His certainty was absolute, built in experience.

I said, “Do you happen to know the name of the Antwerp cutter Grev sent the diamonds to? I mean, it’s bound to be on file in the office, but if I know who to look for...” I paused. “I could try to hurry him up for you, if you like.”

“I’d like you to, but I don’t know who Grev knew there, exactly.”

I shrugged. “I’ll look it up, then.”

Exactly where was I going to look it up? I wondered. Not in the missing address book, for sure.

“Do you know the name of the sightholder?” I asked.

“Nope.”

“There’s a ton of paper in the office,” I said in explanation. “I’m going through it as fast as I can.”

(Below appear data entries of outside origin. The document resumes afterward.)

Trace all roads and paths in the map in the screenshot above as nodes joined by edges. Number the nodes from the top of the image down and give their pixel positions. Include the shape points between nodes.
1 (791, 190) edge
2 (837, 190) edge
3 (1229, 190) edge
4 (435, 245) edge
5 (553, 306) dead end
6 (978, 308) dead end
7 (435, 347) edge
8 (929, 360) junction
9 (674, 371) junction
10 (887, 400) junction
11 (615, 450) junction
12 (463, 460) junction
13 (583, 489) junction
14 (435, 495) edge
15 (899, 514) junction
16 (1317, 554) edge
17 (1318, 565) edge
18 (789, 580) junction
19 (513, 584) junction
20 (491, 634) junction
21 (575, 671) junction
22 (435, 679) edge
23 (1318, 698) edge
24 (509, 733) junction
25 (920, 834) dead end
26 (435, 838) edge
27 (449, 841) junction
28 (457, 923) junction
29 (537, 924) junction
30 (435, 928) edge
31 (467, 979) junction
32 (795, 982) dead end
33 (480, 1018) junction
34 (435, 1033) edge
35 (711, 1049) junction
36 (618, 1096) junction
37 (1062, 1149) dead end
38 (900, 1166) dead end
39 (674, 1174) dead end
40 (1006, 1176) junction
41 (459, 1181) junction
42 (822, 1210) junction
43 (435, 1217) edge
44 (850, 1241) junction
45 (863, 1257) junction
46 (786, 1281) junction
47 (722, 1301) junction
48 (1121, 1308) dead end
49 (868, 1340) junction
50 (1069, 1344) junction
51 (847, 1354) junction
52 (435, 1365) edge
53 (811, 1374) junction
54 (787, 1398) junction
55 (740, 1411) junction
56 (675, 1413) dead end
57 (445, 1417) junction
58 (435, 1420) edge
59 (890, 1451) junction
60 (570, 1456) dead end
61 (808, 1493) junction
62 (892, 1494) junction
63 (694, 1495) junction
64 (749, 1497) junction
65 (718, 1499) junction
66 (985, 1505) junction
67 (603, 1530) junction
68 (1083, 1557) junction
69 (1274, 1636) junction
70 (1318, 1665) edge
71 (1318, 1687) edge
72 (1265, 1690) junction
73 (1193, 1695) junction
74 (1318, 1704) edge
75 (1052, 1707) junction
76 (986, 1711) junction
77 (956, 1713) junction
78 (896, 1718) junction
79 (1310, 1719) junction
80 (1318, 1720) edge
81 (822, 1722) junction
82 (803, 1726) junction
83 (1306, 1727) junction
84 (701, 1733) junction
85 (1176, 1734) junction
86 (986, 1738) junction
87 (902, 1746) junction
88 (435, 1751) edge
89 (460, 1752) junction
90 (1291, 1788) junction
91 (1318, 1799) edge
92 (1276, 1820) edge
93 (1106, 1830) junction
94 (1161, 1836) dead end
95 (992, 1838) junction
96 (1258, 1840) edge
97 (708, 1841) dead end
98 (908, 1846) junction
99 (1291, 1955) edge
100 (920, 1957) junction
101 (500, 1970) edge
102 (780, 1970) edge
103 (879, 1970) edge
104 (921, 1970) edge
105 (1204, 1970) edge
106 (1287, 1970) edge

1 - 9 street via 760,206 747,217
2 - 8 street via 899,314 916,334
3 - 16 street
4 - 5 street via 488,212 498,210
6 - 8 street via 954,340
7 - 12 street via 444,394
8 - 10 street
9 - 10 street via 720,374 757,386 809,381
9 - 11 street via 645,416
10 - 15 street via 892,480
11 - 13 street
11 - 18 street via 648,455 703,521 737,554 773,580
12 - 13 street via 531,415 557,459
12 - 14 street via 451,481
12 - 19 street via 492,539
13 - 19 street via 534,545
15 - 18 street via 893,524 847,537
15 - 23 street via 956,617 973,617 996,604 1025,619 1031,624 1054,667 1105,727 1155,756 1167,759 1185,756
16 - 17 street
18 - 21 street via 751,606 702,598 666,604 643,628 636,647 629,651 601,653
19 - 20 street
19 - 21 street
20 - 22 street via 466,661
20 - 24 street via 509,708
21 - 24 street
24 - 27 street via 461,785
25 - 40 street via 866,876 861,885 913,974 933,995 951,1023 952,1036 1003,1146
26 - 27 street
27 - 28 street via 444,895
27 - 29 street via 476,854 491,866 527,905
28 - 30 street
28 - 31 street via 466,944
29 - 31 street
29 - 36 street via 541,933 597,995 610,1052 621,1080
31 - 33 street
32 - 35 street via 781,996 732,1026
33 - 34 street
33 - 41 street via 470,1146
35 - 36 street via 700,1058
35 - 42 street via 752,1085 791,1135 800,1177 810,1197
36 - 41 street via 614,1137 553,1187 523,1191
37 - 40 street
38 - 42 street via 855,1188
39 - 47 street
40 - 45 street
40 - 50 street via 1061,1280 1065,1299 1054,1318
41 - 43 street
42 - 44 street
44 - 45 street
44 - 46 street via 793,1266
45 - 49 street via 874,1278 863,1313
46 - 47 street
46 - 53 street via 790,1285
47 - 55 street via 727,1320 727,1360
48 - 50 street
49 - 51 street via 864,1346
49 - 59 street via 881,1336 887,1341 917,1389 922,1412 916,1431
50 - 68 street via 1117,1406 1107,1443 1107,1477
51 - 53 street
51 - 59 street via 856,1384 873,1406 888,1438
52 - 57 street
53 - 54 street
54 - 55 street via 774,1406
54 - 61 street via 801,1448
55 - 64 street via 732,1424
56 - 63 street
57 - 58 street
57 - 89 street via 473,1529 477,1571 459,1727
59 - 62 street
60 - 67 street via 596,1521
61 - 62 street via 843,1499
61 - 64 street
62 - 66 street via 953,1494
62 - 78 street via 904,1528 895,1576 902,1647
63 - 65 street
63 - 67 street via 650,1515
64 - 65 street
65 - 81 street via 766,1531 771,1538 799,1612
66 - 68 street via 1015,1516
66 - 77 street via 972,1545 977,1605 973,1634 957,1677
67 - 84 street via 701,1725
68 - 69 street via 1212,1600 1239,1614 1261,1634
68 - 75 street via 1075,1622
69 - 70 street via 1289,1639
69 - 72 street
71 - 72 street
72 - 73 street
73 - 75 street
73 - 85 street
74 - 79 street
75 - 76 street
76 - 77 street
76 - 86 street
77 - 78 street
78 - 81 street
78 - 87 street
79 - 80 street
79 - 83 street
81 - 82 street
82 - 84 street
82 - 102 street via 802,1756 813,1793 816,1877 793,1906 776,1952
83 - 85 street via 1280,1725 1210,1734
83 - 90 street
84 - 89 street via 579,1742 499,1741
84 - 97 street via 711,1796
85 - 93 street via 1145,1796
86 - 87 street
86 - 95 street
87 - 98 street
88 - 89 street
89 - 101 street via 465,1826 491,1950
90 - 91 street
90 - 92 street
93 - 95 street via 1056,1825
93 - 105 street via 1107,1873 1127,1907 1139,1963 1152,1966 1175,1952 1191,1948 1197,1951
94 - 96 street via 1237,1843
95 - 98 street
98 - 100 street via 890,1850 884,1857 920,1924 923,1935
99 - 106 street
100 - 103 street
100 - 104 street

“Grev never said a word he didn’t have to,” Jenks said unexpectedly. “I’d talk, he listened. We got on fine. He understood what I do better than anybody.”

The sadness of his voice was my brother’s universal accolade, I thought. He’d been liked. He’d been trusted. He would be missed.

I stood up and said, “Thank you, Mr. Jenks.”

“Call me Pross,” he said easily. “Everyone does.”

“My name’s Derek.”

“Right,” he said, smiling. “Now I’ll keep on dealing with you, I won’t say I won’t, but I’m going to have to find me another traveler like Grev, with an eye like his. He’s been supplying me ever since I started on my own, he gave me credit when the banks wouldn’t, he had faith in what I could do. Near the beginning he brought me two rare sticks of watermelon tourmaline that were each over two inches long and were half pink, half green mixed all the way up and transparent with the light shining through them and changing while you watched. It would have been a sin to cut them for jewelry. I mounted them in gold and platinum to hang and twist in sunlight.” He smiled his deprecating smile. “I like gemstones to have life. I didn’t have to pay Grev for that tourmaline ever. It made my name for me, the piece was reviewed in the papers and won prizes, and he said the trade we’d do together would be his reward.” He clicked his mouth. “I do go on a bit.”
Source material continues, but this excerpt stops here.